Wagga Wagga sits on the Murrumbidgee River floodplain, where deep alluvial deposits alternate with weathered granite. Summer pavement temperatures here regularly exceed 60°C at the surface while the subgrade stays moist from winter flooding. That thermal gradient plus the expansive clay fraction in the Wagga Wagga soil profile creates longitudinal cracking in poorly designed pavements. The Austroads mechanistic-empirical method works, but only when the resilient modulus is calibrated to local CBR values. We run laboratory soaked CBR on Shelby tube samples retrieved from the actual alignment, not borrowed from a database. For roads crossing the heavier basalt-derived clays north of the city, we also correlate results with grain-size distribution and Atterberg limits to capture the full shrink-swell potential.
A Wagga Wagga pavement lives or dies by the soaked CBR at formation level—everything else is just arithmetic.
Technical details of the service in Wagga Wagga
Our approach follows the Austroads Guide to Pavement Technology Part 2, with all testing performed in an ISO 17025-accredited laboratory. We model the pavement structure using CIRCLY, running multiple load cases to envelope the actual truck traffic spectrum.

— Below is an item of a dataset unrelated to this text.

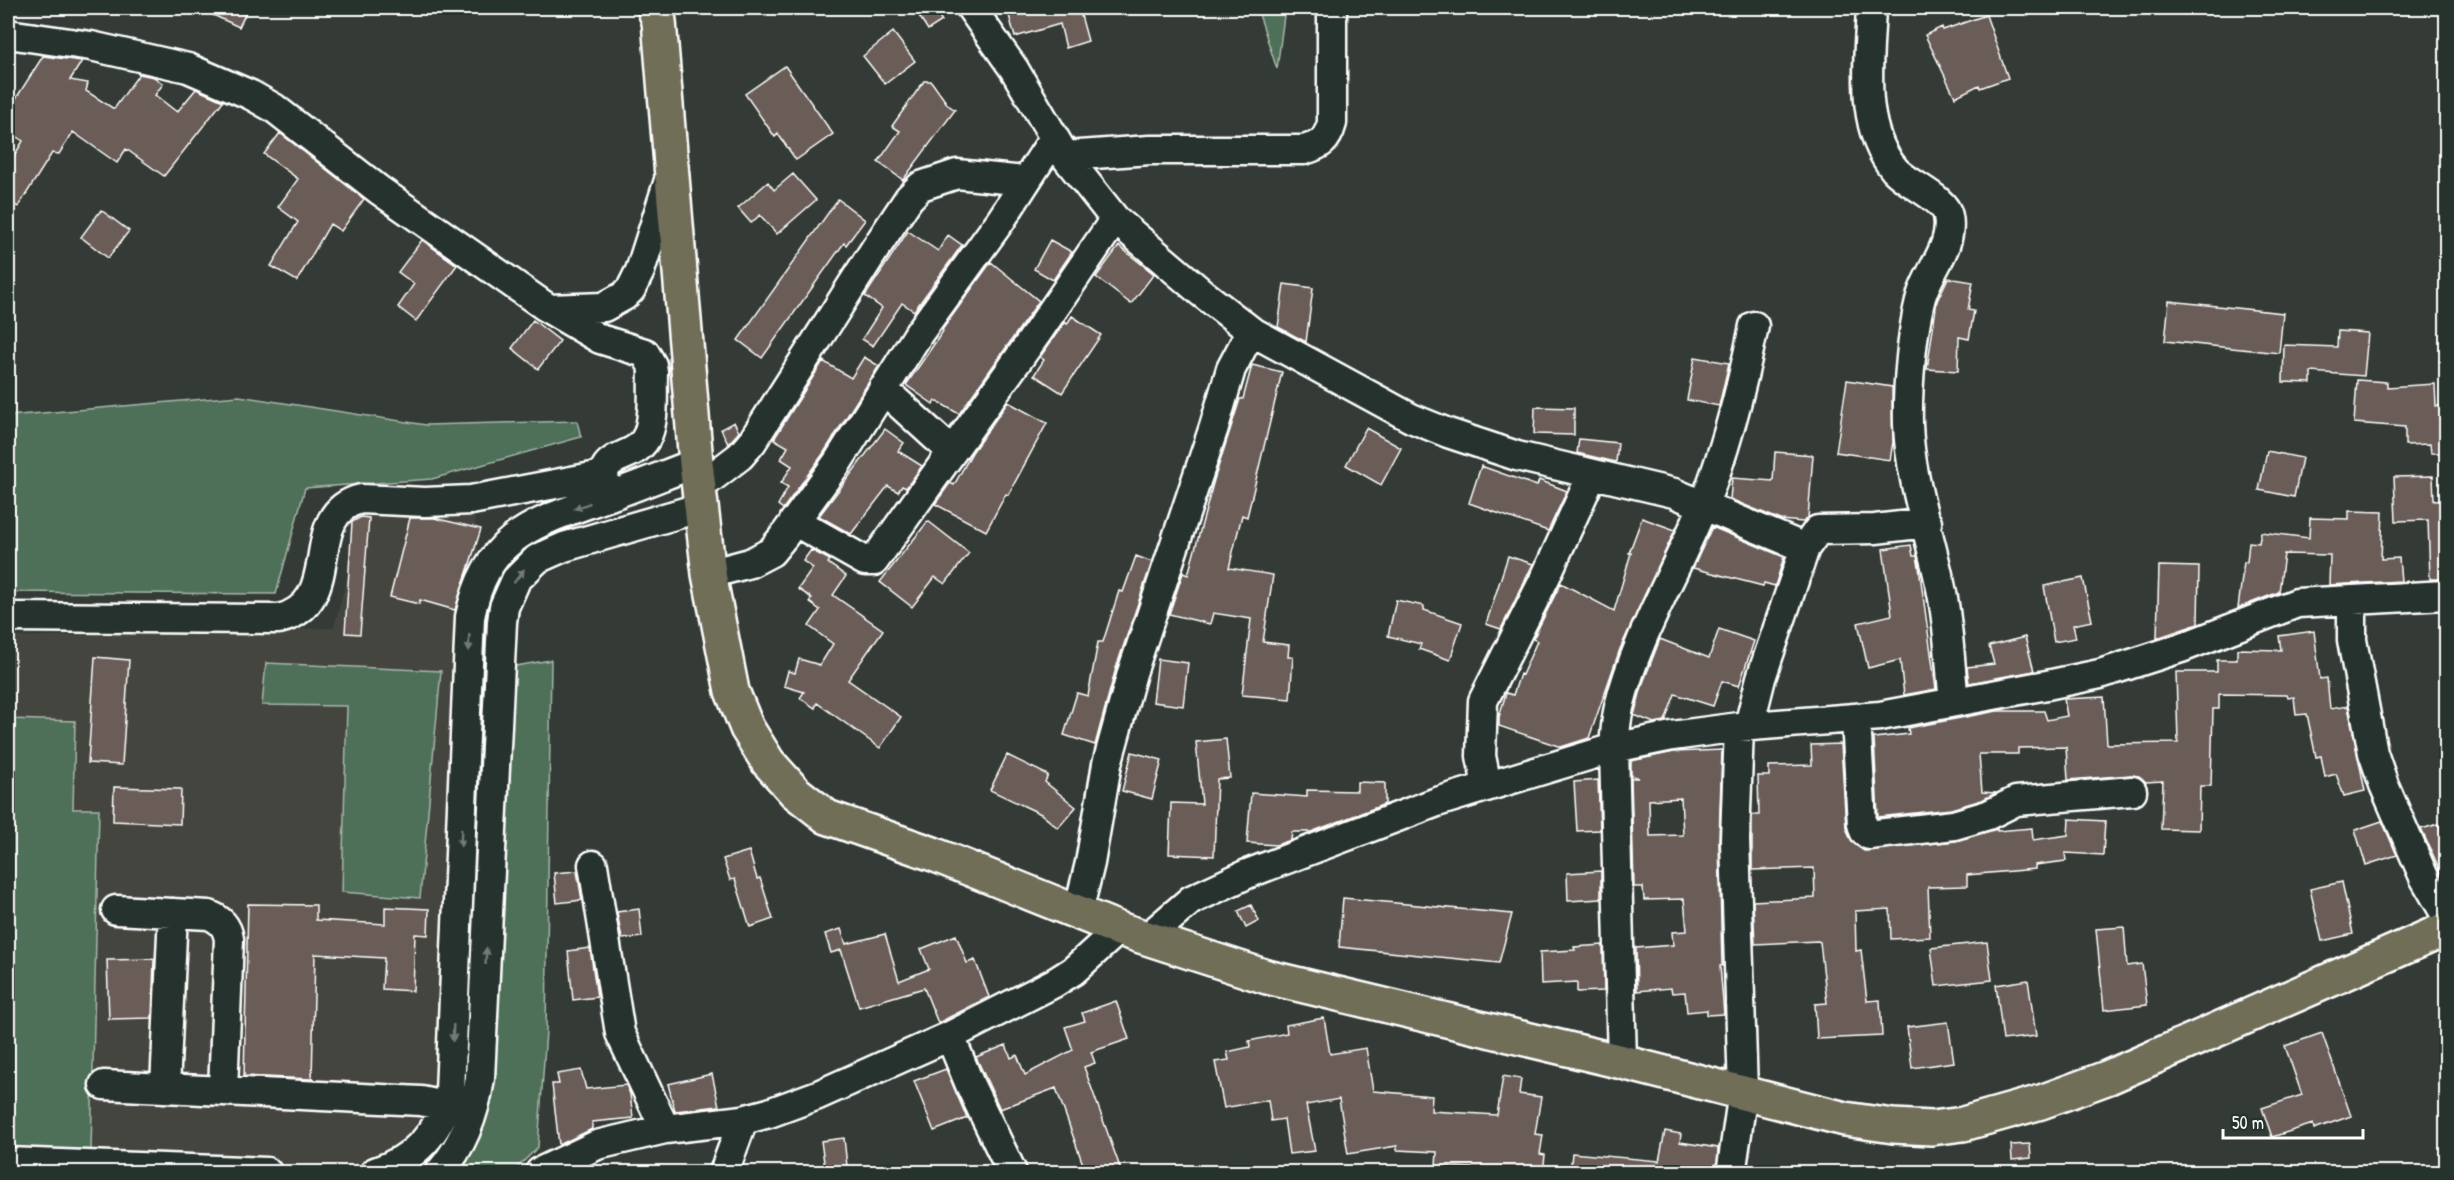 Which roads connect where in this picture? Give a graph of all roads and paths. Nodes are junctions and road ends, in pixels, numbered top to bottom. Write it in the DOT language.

The output is a thickness design that accounts for the high diurnal temperature range specific to the Riverina.

Critical ground factors in Wagga Wagga
We use a heavy pavement coring rig with a 150 mm diamond barrel to extract full-depth cores from existing pavements before rehabilitation design. In Wagga Wagga, where the water table can rise within 1.2 m of the surface after spring rains, the recovered core often tells a story of moisture damage at the base course interface. The rig drills through asphalt, granular layers, and into the subgrade, capturing the bond condition between each lift. We log the core immediately on site, photograph it, and measure the remaining asphalt thickness with a vernier caliper. Those measurements feed directly into the falling weight deflectometer back-calculation model. If the core shows stripping of bitumen from aggregate or softening of the subgrade, we recommend a subsurface drainage intervention before placing any new overlay.
Delaying a proper investigation means the next overlay fails prematurely. The cost of coring and FWD testing is negligible compared to reconstructing a failed pavement section under traffic control on the Sturt Highway.
Our services
We provide the full pavement investigation and design sequence tailored to Riverina conditions.
Subgrade investigation and CBR testing
Borehole drilling, Shelby tube sampling, and soaked CBR determination per AS 1289.6.1.1. We map the subgrade strength variability along the entire alignment.
Pavement structural design
Mechanistic analysis using CIRCLY or APSDS with traffic load spectra derived from actual classification counts. We optimize layer thicknesses for the design ESA.
FWD and coring for rehabilitation
Deflection testing with a JILS-20 FWD and 150 mm diameter coring. Back-calculation of layer moduli and residual life assessment using Austroads methodology.
Top questions
What determines the thickness of a flexible pavement in Wagga Wagga?
The soaked CBR of the subgrade is the starting point. The Austroads design procedure then determines the granular and asphalt thickness required to protect the subgrade from rutting and fatigue cracking for the design traffic loading.
How much does a flexible pavement design and investigation cost for a typical project?
A geotechnical investigation with pavement design typically ranges from AU$2,940 to AU$8,300, depending on the number of boreholes, CBR tests, and the complexity of the traffic analysis required.
Why does the Riverina climate affect pavement performance?
The combination of hot summers, with asphalt surface temperatures over 60 °C, and wet winters that saturate the subgrade creates a severe moisture-thermal cycle. This cycle accelerates oxidation of the binder and reduces subgrade support, so the design must account for both extremes.
Do you use the same design method for residential streets and highways?
No. Residential streets with low traffic volumes are designed using a catalogue-based approach from Austroads, while highways and heavy-duty industrial pavements require full mechanistic analysis with CIRCLY and laboratory-determined material properties.